Department of Healthcare and Family Services Expands Medicaid Coverage for Podiatric Services

On August 31, 2012, the Illinois Department of Healthcare and Family Services (HFS) issued a notice to participating Podiatrists regarding coverage for Medicaid patients over 21. Previously, on July 23, 2012, HFS issued a notice that, irresponsibly in this author’s opinion, drastically reduced the coverage of podiatric services for those over the age of 21 to “services provided to participants with diabetes for a diabetes-related condition of the foot/ankle.”

The July 23, 2012 notice appeared to limit services of podiatric services to patients that suffered from diabetes. However, there was an additional limitation included in the notice that was problematic. Namely, HFS clearly stated that payment would be provided solely for “diabetes-related condition(s).” What exactly qualified as a “diabetes-related condition” caused mass confusion among podiatrists trying to treat patients with diabetes.

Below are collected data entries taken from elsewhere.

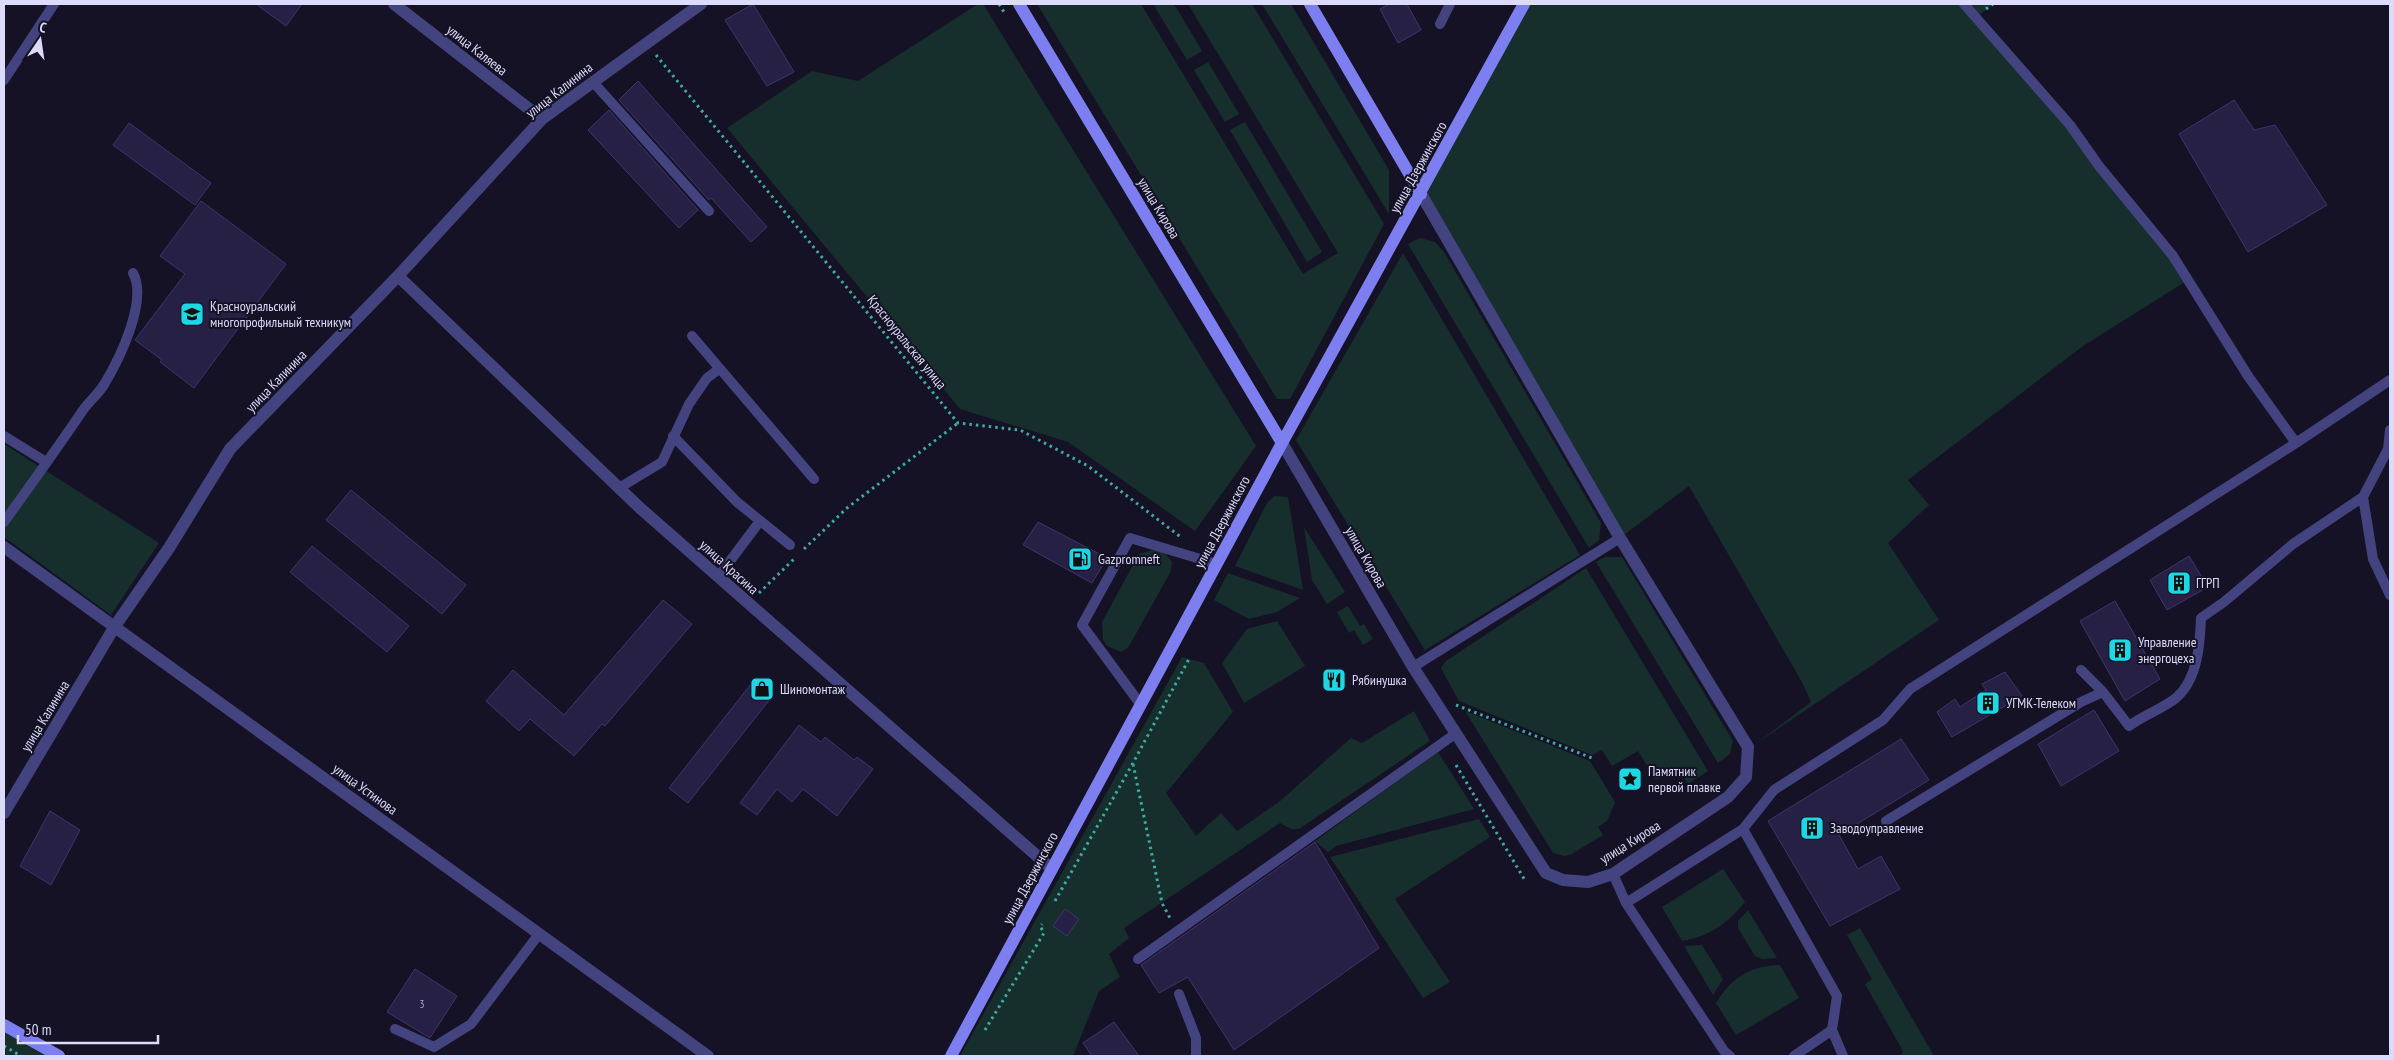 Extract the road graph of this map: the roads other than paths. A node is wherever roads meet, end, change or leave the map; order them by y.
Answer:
1 (54, 4) edge
2 (394, 4) edge
3 (701, 4) edge
4 (1019, 4) edge
5 (1310, 4) edge
6 (1450, 4) edge
7 (1524, 4) edge
8 (1964, 4) edge
9 (1440, 24) dead end
10 (4, 80) edge
11 (594, 82) junction
12 (542, 119) junction
13 (1421, 194) junction
14 (709, 210) dead end
15 (133, 273) dead end
16 (398, 276) junction
17 (692, 336) dead end
18 (719, 369) junction
19 (2390, 380) edge
20 (2390, 430) edge
21 (4, 436) edge
22 (674, 436) junction
23 (1282, 443) junction
24 (2296, 443) junction
25 (46, 462) junction
26 (814, 479) dead end
27 (620, 488) junction
28 (2363, 497) junction
29 (760, 521) junction
30 (4, 522) edge
31 (1620, 538) junction
32 (790, 545) dead end
33 (4, 546) edge
34 (1217, 564) junction
35 (718, 577) junction
36 (2390, 595) edge
37 (115, 626) junction
38 (1413, 667) junction
39 (2081, 670) dead end
40 (2103, 692) junction
41 (1141, 705) junction
42 (1455, 734) junction
43 (4, 813) edge
44 (1886, 821) dead end
45 (1743, 829) junction
46 (1052, 869) junction
47 (1612, 874) junction
48 (1626, 903) junction
49 (539, 934) junction
50 (1138, 959) dead end
51 (1179, 994) dead end
52 (4, 1025) edge
53 (395, 1029) dead end
54 (1832, 1030) junction
55 (59, 1056) edge
56 (708, 1056) edge
57 (951, 1056) edge
58 (1196, 1056) edge
59 (1730, 1056) edge
60 (1794, 1056) edge
61 (1843, 1056) edge

1 - 10 lane
2 - 12 street, улица Каляева
3 - 11 street, улица Калинина
4 - 23 street, улица Кирова
5 - 13 street, улица Кирова
6 - 9 lane
7 - 13 street, улица Дзержинского
8 - 24 lane
11 - 12 street, улица Калинина
11 - 14 lane
12 - 16 street, улица Калинина
13 - 23 street, улица Дзержинского
13 - 31 street, улица Кирова
15 - 25 lane
16 - 27 street, улица Красина
16 - 37 street, улица Калинина
17 - 18 lane
18 - 22 lane
18 - 26 lane
19 - 24 lane
20 - 28 lane
21 - 25 lane
22 - 27 lane
22 - 29 lane
23 - 34 street, улица Дзержинского
23 - 38 street, улица Кирова
24 - 45 lane
25 - 30 lane
27 - 35 street, улица Красина
28 - 36 lane
28 - 40 lane
29 - 32 lane
29 - 35 lane
31 - 38 lane
31 - 47 street, улица Кирова
33 - 37 street, улица Устинова
34 - 41 street, улица Дзержинского
34 - 41 lane
35 - 46 street, улица Красина
37 - 43 street, улица Калинина
37 - 49 street, улица Устинова
38 - 42 street, улица Кирова
39 - 40 lane
40 - 44 lane
41 - 46 street, улица Дзержинского
42 - 47 street, улица Кирова
42 - 50 lane
45 - 48 lane
45 - 54 lane
46 - 57 street, улица Дзержинского
47 - 48 lane
48 - 59 lane
49 - 53 lane
49 - 56 street, улица Устинова
51 - 58 lane
52 - 55 street
54 - 60 lane
54 - 61 lane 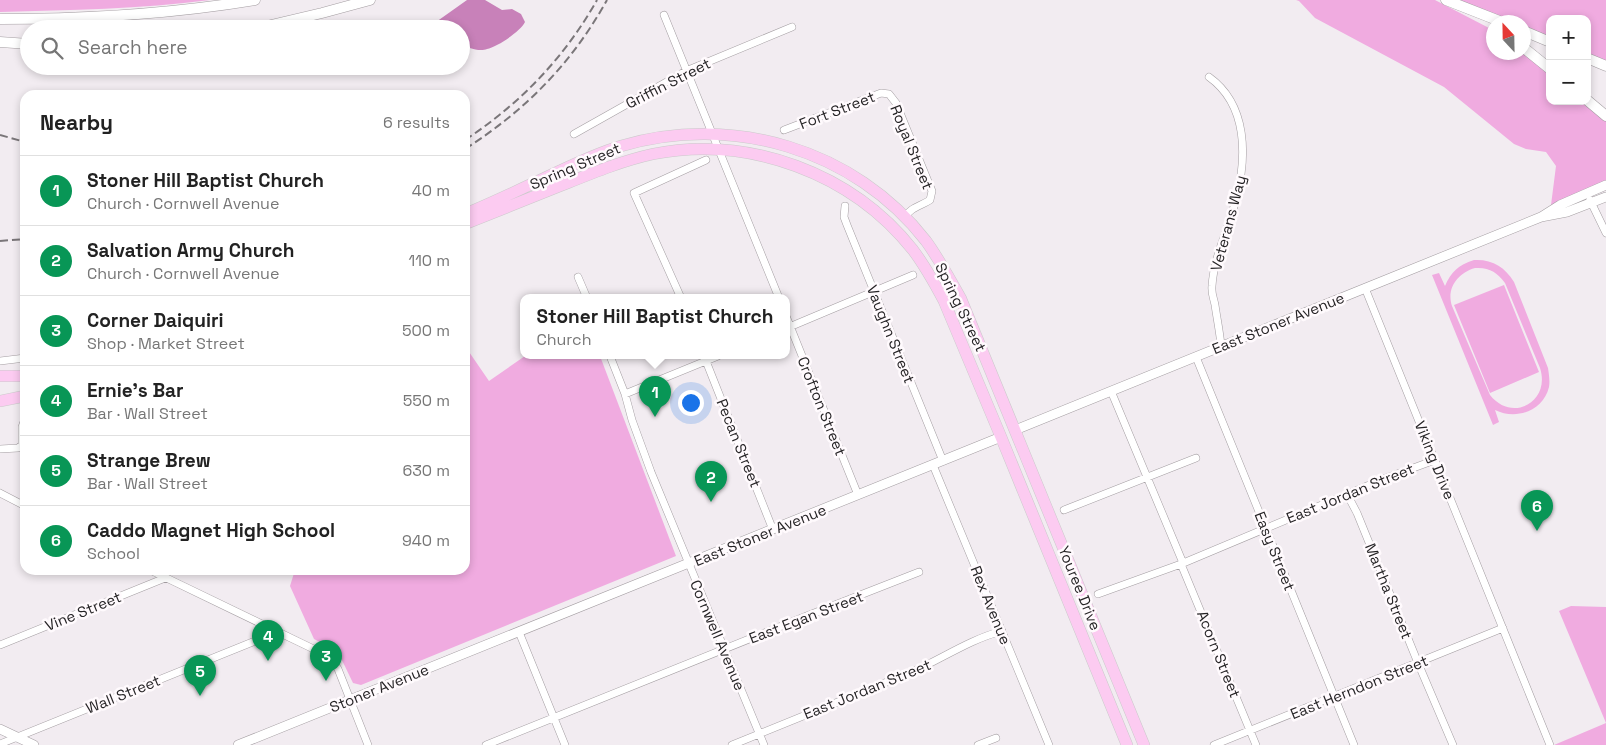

Fortunately, HFS quickly realized this and issued a new notice on August 31, 2012 stating: “Effective with dates of service July 1, 2012 and after, coverage of podiatric services provided to participants 21 years of age and older will be limited to services provided to participants with diabetes. Covered routine foot care services will be payable once every 61 days.” Pursuant to the notice, the July 23, 2012 notice was superseded. Since both notices state the effective date of service is July 1, 2012, it is also safe to assume that any services provided that would not be covered under the July 23, 2012 policy, but that would be covered under the August 31, 2012 policy, are going to be covered by Medicaid.

Similar to the prior notice, the August 31, 2012 requires participants to include a primary diagnosis code of diabetes when billing for services (ICD-9-CM-250.xx range). HFS also requests that the secondary code reflect the condition being treated (ie bunions, hammertoes, diabetic foot ulcers, etc).

As an aside, both notices clearly indicate that Medicaid coverage for those under the age of 21 did not change.